This week’s wine news: Volcano wine is the next big thing, plus more three-tier foolishness and the history of the word booze
• But what about the lava? Philip White, writing for InDaily, is more than little snarky in his assessment of the next big trend: “The next sommelier-driven lunge of wine fashion is a lot damn hotter than that. And older. It’s volcanic.” Yes, we’re going to be told to drink wine made from grapes grown near volcanoes. White’s assessment includes an introduction to plate tectonics, the process that forms volcanoes from the earth’s crust, and a brief tour of music from the early 1960s to mid-1970s. And, as near as I can tell, he doesn’t think much of the idea.
• Not in your restaurant: An iconic Texas barbecue restaurant near Austin wants to make wine, which seems like a reasonable request. But state law says the The Salt Lick can’t – it’s illegal in Texas for someone to own both a winery and a restaurant that serves alcoholic beverages. The article is well-written, describing a situation common in much of the country where the state legislature and top elected officials are held hostage by campaign cash from those who don’t want to lose their legal monopoly on selling alcohol.

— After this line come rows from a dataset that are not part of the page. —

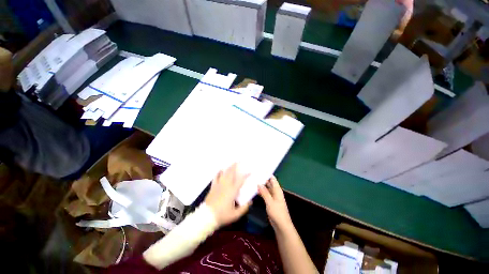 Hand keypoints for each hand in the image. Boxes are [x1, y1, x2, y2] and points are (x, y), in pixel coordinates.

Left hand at [204, 163, 250, 226]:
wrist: (207, 217)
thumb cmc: (222, 215)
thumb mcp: (235, 215)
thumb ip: (244, 208)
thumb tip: (250, 202)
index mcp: (232, 191)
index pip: (241, 180)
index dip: (246, 175)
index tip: (250, 172)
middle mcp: (226, 185)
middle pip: (231, 173)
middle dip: (235, 166)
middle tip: (238, 161)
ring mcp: (218, 185)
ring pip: (224, 173)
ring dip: (228, 167)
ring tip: (231, 163)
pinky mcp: (213, 187)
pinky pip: (216, 177)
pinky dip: (218, 173)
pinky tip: (220, 170)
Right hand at [258, 176, 292, 232]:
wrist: (281, 226)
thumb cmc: (277, 213)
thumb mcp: (270, 202)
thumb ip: (264, 192)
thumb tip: (259, 183)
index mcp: (277, 190)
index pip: (273, 179)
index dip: (267, 174)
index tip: (260, 170)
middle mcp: (275, 192)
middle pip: (269, 183)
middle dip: (263, 179)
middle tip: (254, 175)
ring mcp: (273, 197)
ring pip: (267, 189)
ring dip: (261, 186)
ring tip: (253, 181)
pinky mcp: (270, 202)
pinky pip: (265, 194)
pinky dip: (261, 192)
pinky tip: (255, 190) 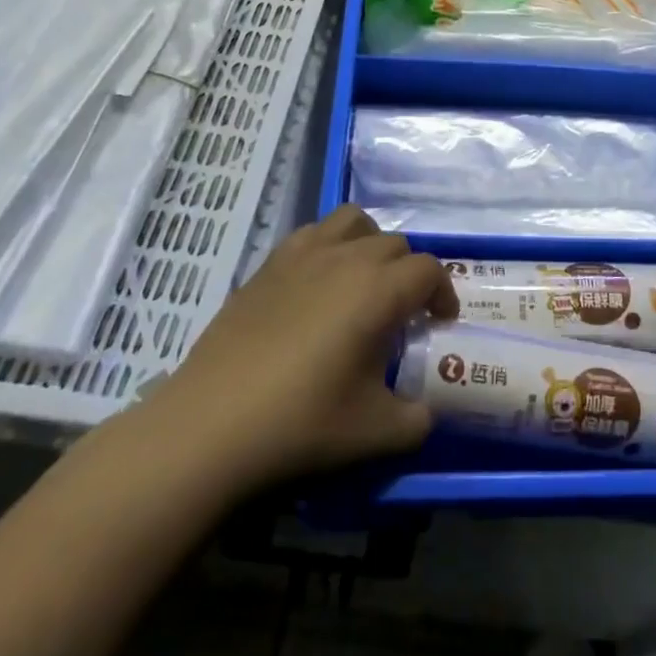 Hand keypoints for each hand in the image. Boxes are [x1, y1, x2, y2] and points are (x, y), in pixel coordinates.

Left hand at [129, 206, 456, 494]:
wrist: (212, 422)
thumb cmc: (301, 422)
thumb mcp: (374, 433)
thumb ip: (416, 420)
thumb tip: (426, 412)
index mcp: (379, 290)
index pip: (428, 270)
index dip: (444, 292)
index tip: (440, 322)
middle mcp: (347, 257)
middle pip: (396, 244)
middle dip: (410, 273)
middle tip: (404, 312)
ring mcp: (305, 253)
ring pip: (355, 222)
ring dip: (372, 243)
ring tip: (366, 280)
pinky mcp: (270, 262)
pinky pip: (314, 232)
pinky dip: (331, 245)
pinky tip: (319, 283) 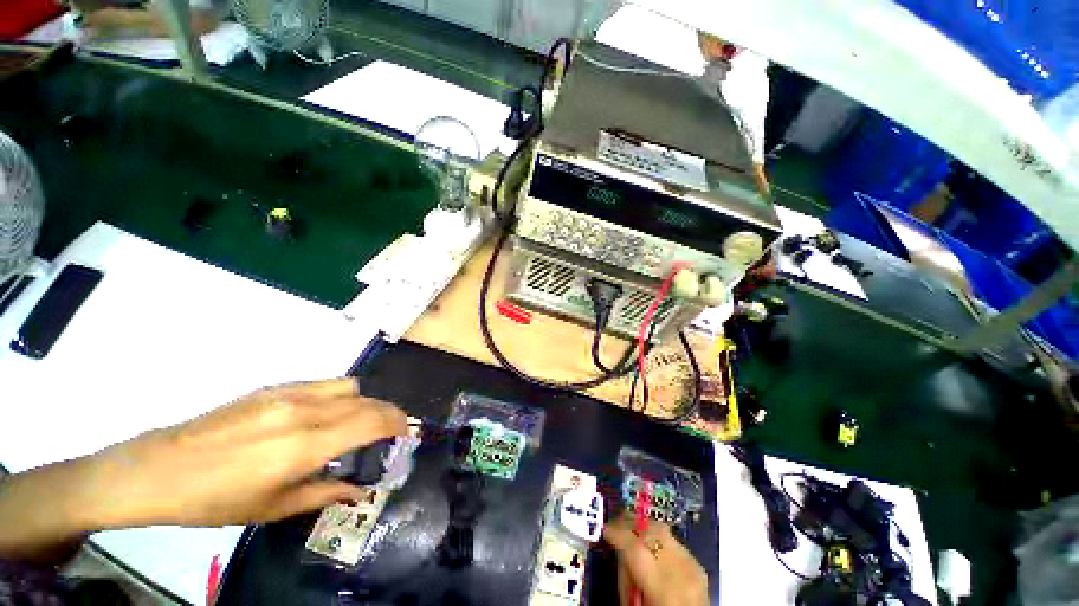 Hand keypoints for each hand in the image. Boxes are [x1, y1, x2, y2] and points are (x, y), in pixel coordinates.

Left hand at [0, 379, 406, 562]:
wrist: (158, 469)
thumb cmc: (215, 500)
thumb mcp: (272, 508)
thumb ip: (325, 494)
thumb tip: (361, 491)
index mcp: (305, 445)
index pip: (371, 422)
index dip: (397, 424)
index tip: (407, 433)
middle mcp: (304, 411)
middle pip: (367, 400)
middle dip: (388, 413)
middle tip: (391, 431)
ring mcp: (289, 394)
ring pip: (350, 386)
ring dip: (366, 402)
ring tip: (360, 422)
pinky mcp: (274, 387)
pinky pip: (325, 384)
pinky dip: (341, 395)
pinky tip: (328, 414)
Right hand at [603, 512, 708, 605]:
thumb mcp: (634, 604)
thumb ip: (627, 575)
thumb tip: (619, 549)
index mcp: (663, 588)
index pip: (635, 547)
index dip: (617, 532)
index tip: (605, 529)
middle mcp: (681, 571)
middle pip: (651, 530)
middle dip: (630, 523)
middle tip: (615, 525)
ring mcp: (693, 567)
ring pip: (663, 531)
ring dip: (644, 528)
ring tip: (631, 532)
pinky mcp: (699, 567)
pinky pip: (673, 543)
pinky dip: (659, 540)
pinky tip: (651, 548) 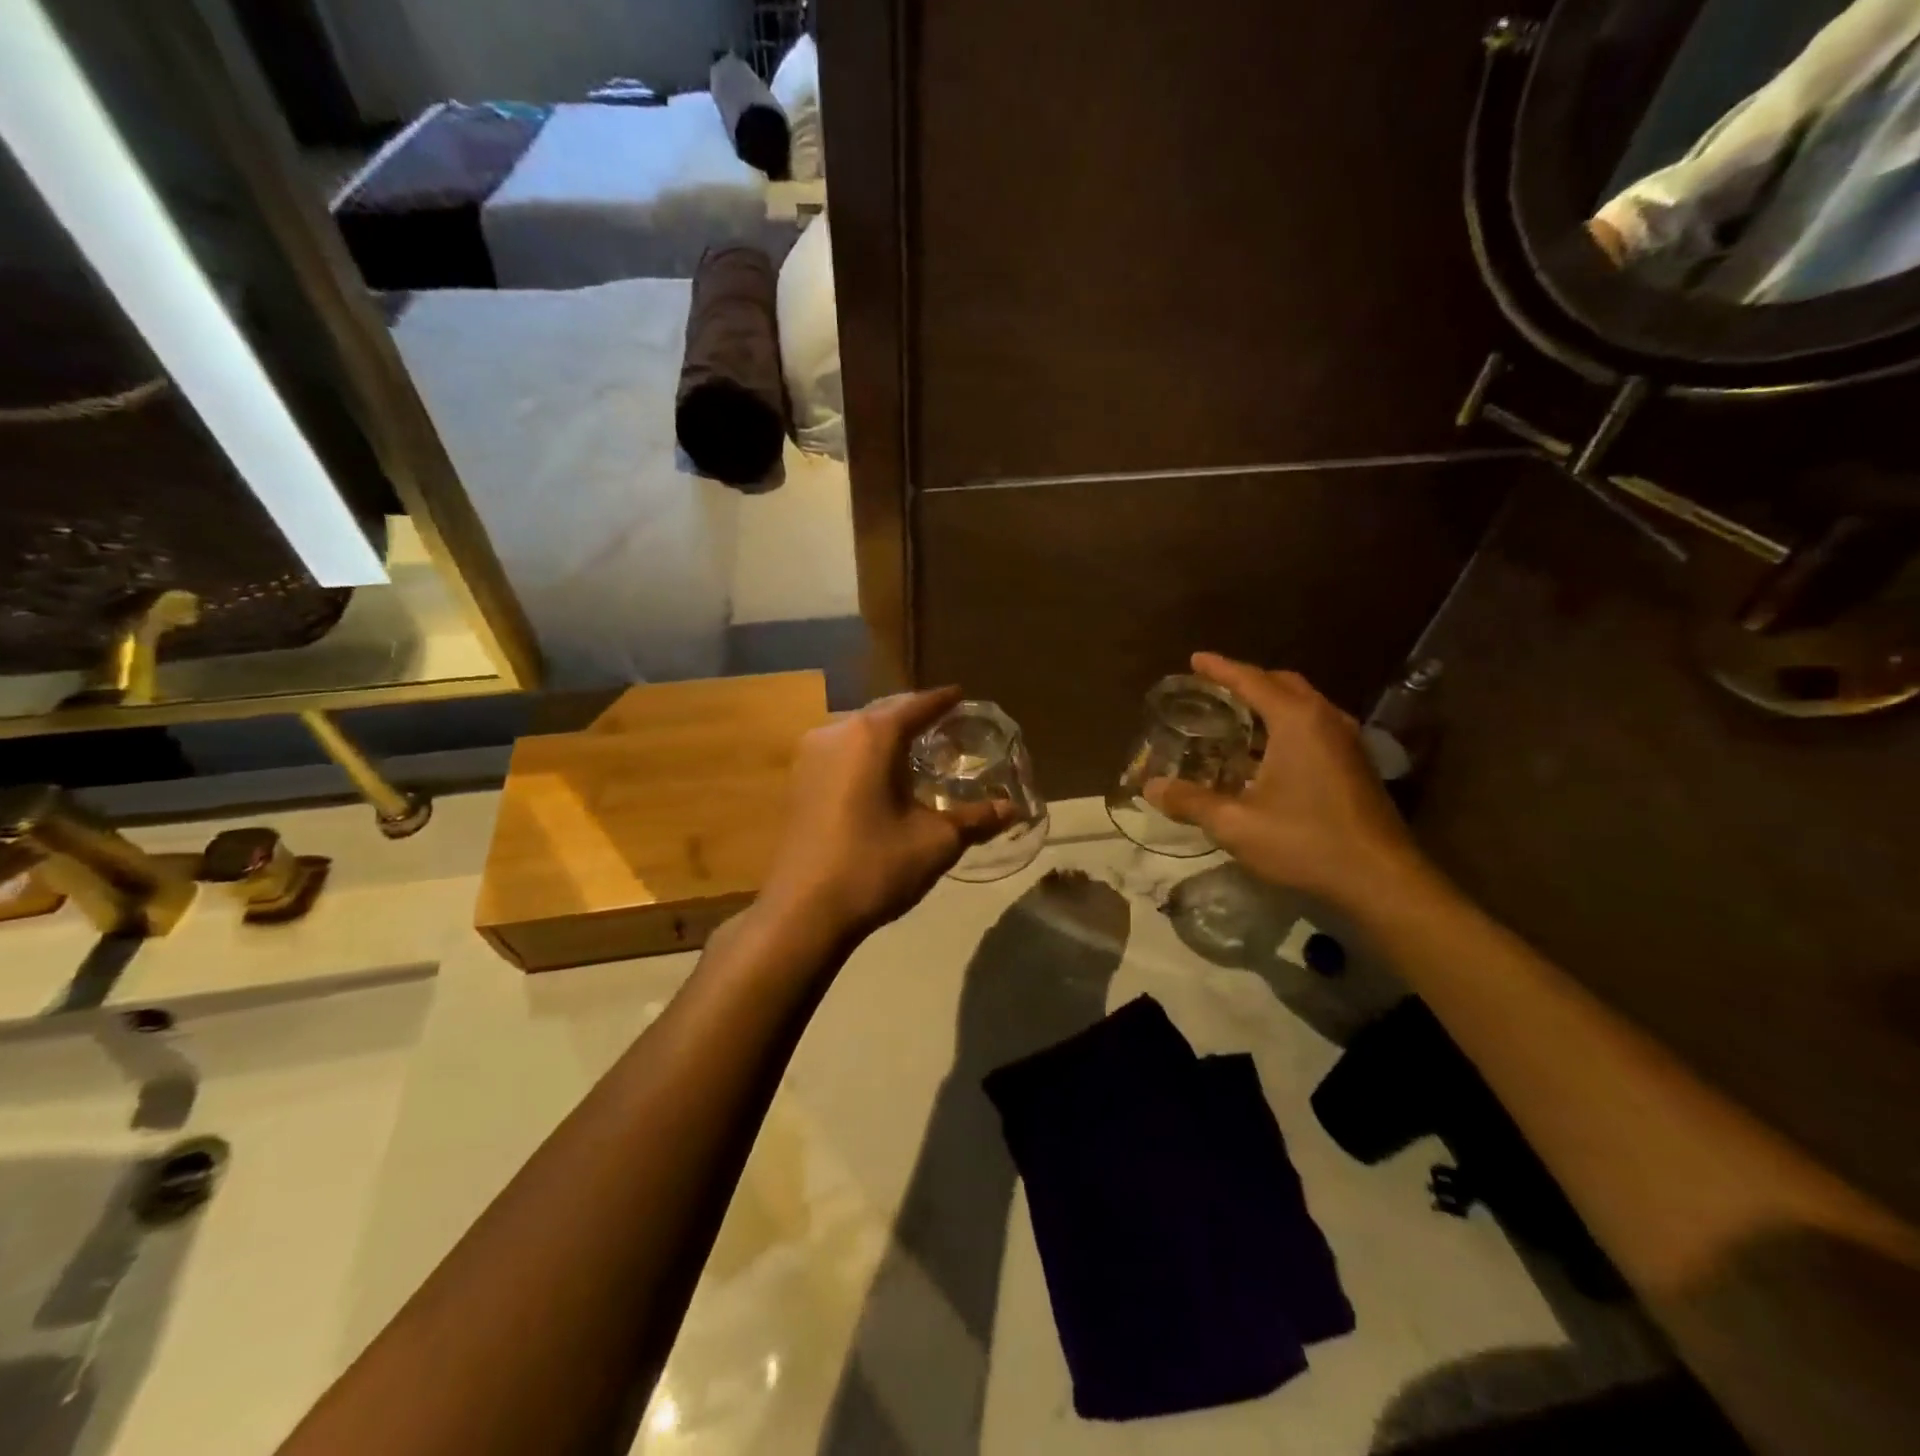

• Origins of the word booze: Caroline Bologna, writing in the Huffington Post, ponders the origin of the word booze. She quotes the legendary 18th century lexicographer Samuel Johnson, who knew a thing or two about drinking: The “verb ‘to bouse’ meant ‘to drink lavishly,’ the adjective ‘bousy’ meant ‘drunken,’ and a ‘bousing can’ was a term for a drinking cup. There’s more uncertainty before that, including a 14th century reference to bouse and a debate as to whether the word is comes from Dutch or German.
? Barely any growth: U.S. wine sales continued to plateau in 2015, reports Impact Databank — up just .02 percent for the year based on the number of cases, following a 1 percent gain in 2014. The rest of the news is even worse, says the report: The “estimated volume increase represents the smallest rise in [22 years]. And after steadily increasing from 1994-2011, per-capita wine consumption is projected to decline for the fourth consecutive year, as Americans bypass wine in favor of spirits, RTDs and cider.” RTD is an industry term for ready to drink, like flavored beers and spirits. The Wine Curmudgeon, noting the wine industry’s obsession with raising prices and trading up over the past couple of years, isn’t surprised. What’s the most basic rule of economics? If prices increase, demand decreases. But which, obviously, seems to be OK with the wine business.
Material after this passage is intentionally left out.